Colunistas
O ódio e a Política
publicado em 22 de junho de 2017 - Por Pedro Marcelo Galasso
Os anos que antecedem as eleições presidenciais são sempre abertos aos mais bizarros e desconexos argumentos para as escolhas de possíveis candidatos ao cargo maior da nossa tão desrespeitada República e, após os anos de 2016 e 2107, o calor das discussões e dos absurdos se torna maior ainda.
No entanto, dentre os nomes absurdos e vergonhosos defendidos, como Jair Bolsonaro, um deputado federal cuja inutilidade só não é maior que o ódio e o preconceito apregoado por ele, não vemos ninguém questionando as propostas inconstitucionais e até mesmo criminosas de inúmeros candidatos, alguns que na ânsia por votos, imitam a figura controversa citada acima, ou seja, a defesa do ódio, da violência e da violação das leis ganham ares de plataformas políticas que podem orientar futuros, mas improváveis, governos. A História eleitoral brasileira explica que estes nomes servem como distrações e comprometem o diálogo sério sobre o país que pretendemos construir, eles atrapalham e confundem, induzindo quem não se preocupa com a Política e prefere as mensagens de ódio de fácil compreensão e defesa.
Basta lembrar do candidato Eneias, conhecido por sua fala rápida e voraz devido aos dez segundos de propaganda eleitoral gratuita determinados pela Justiça eleitoral, e que surgiu com uma plataforma de governo controversa e com um nacionalismo confuso e sempre apontado para a presidência do Brasil, mas que nem de longe se tornava alguém a imaginar tal cargo. Conseguiu, na verdade, se eleger deputado federal e, como de costume, pouco fez ao longo de seu mandato.
E a questão permanece – por que os discursos violentos, que pregam o ódio ou as soluções cuja base é o ódio, não são criticados com a veemência que merecem? Por que plataformas políticas, que não são plataformas e sim discursos irracionais e sem sentido, se constroem sobre ideias tão absurdas?
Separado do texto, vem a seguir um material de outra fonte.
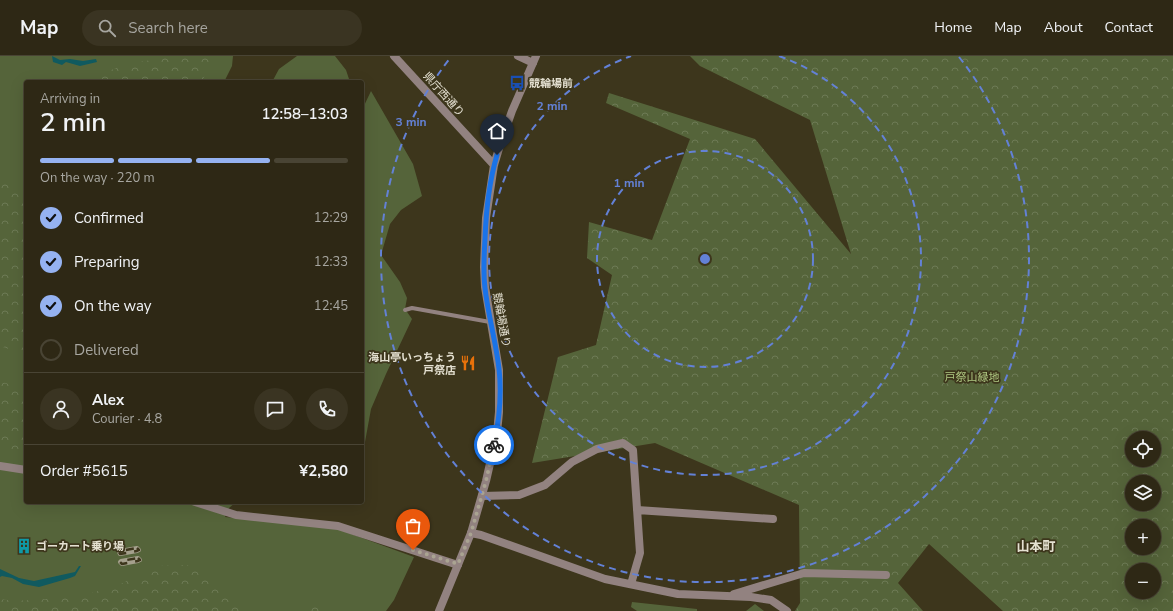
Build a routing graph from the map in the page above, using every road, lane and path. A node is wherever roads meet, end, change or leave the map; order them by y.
1 (395, 56) edge
2 (518, 56) edge
3 (534, 60) edge
4 (494, 165) junction
5 (405, 310) dead end
6 (490, 322) junction
7 (0, 466) edge
8 (24, 470) edge
9 (482, 496) junction
10 (201, 504) edge
11 (637, 510) junction
12 (773, 519) dead end
13 (471, 533) junction
14 (458, 564) junction
15 (886, 575) dead end
16 (631, 584) junction
17 (726, 597) junction
18 (439, 611) edge
19 (788, 611) edge

1 - 4 street, 県庁西通り
2 - 3 street
3 - 4 street, 競輪場通り
4 - 6 street, 競輪場通り
5 - 6 lane
6 - 9 street, 競輪場通り
7 - 8 street
9 - 11 street
9 - 13 street, 競輪場通り
10 - 14 street
11 - 12 street
11 - 16 street
13 - 14 street, 競輪場通り
13 - 16 street
14 - 18 street, 競輪場通り
15 - 17 street
16 - 17 street
17 - 19 street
Como não existem os questionamentos, podemos afirmar que alguns grupos são beneficiados com isso, alguns partidos políticos e suas espúrias coligações tiram proveito destes nomes, especialmente nos segundos turnos, para cooptarem os eleitores destes inúteis candidatos que não defendem nada de concreto, mas que, de forma inaceitável, cativam grupos de eleitores. É fato que a História não é uma ciência exata e que as previsões são irresponsáveis, mas crer na eleição de figuras como as citadas e descritas sendo eleitas para cargos importantes é aterrador e deve servir de alerta a todos.
Tão problemático quanto a defesa destas figuras, é a oposição que usa discursos de ódio para criticar o ódio defendido pelo outro grupo, ou seja, o ódio é utilizado nos dois sentidos, em direções opostas e provocam sempre o mesmo efeito, a perda da capacidade de uma discussão coerente sobre o país que pretendemos construir.
Isso sem levar em conta que não há e não haverá uma renovação dos nossos quadros políticos para as próximas eleições e por próximas eleições deve-se entender por mais três ou quatro eleições com este quadro político escancarado pelos escândalos recentes e que até lá promoveram outros tantos, ou seja, votar de novo, em algo novo e que permanece velho e com o pior de nossas práticas políticas. Cenário ruim, mas real e com o qual temos a obrigação de nos preocupar.
Em uma democracia a participação política é obrigatória, pois a liberdade de escolhas ocorre no seu interior e não aquém dele. A participação na vida pública, com representação direta ou indireta, é uma responsabilidade e não algo que pertence a um ou outro grupo político. A sociedade civil tem um papel fundamental na construção da democracia, mas permanece distante de suas responsabilidades como instituição histórica e política.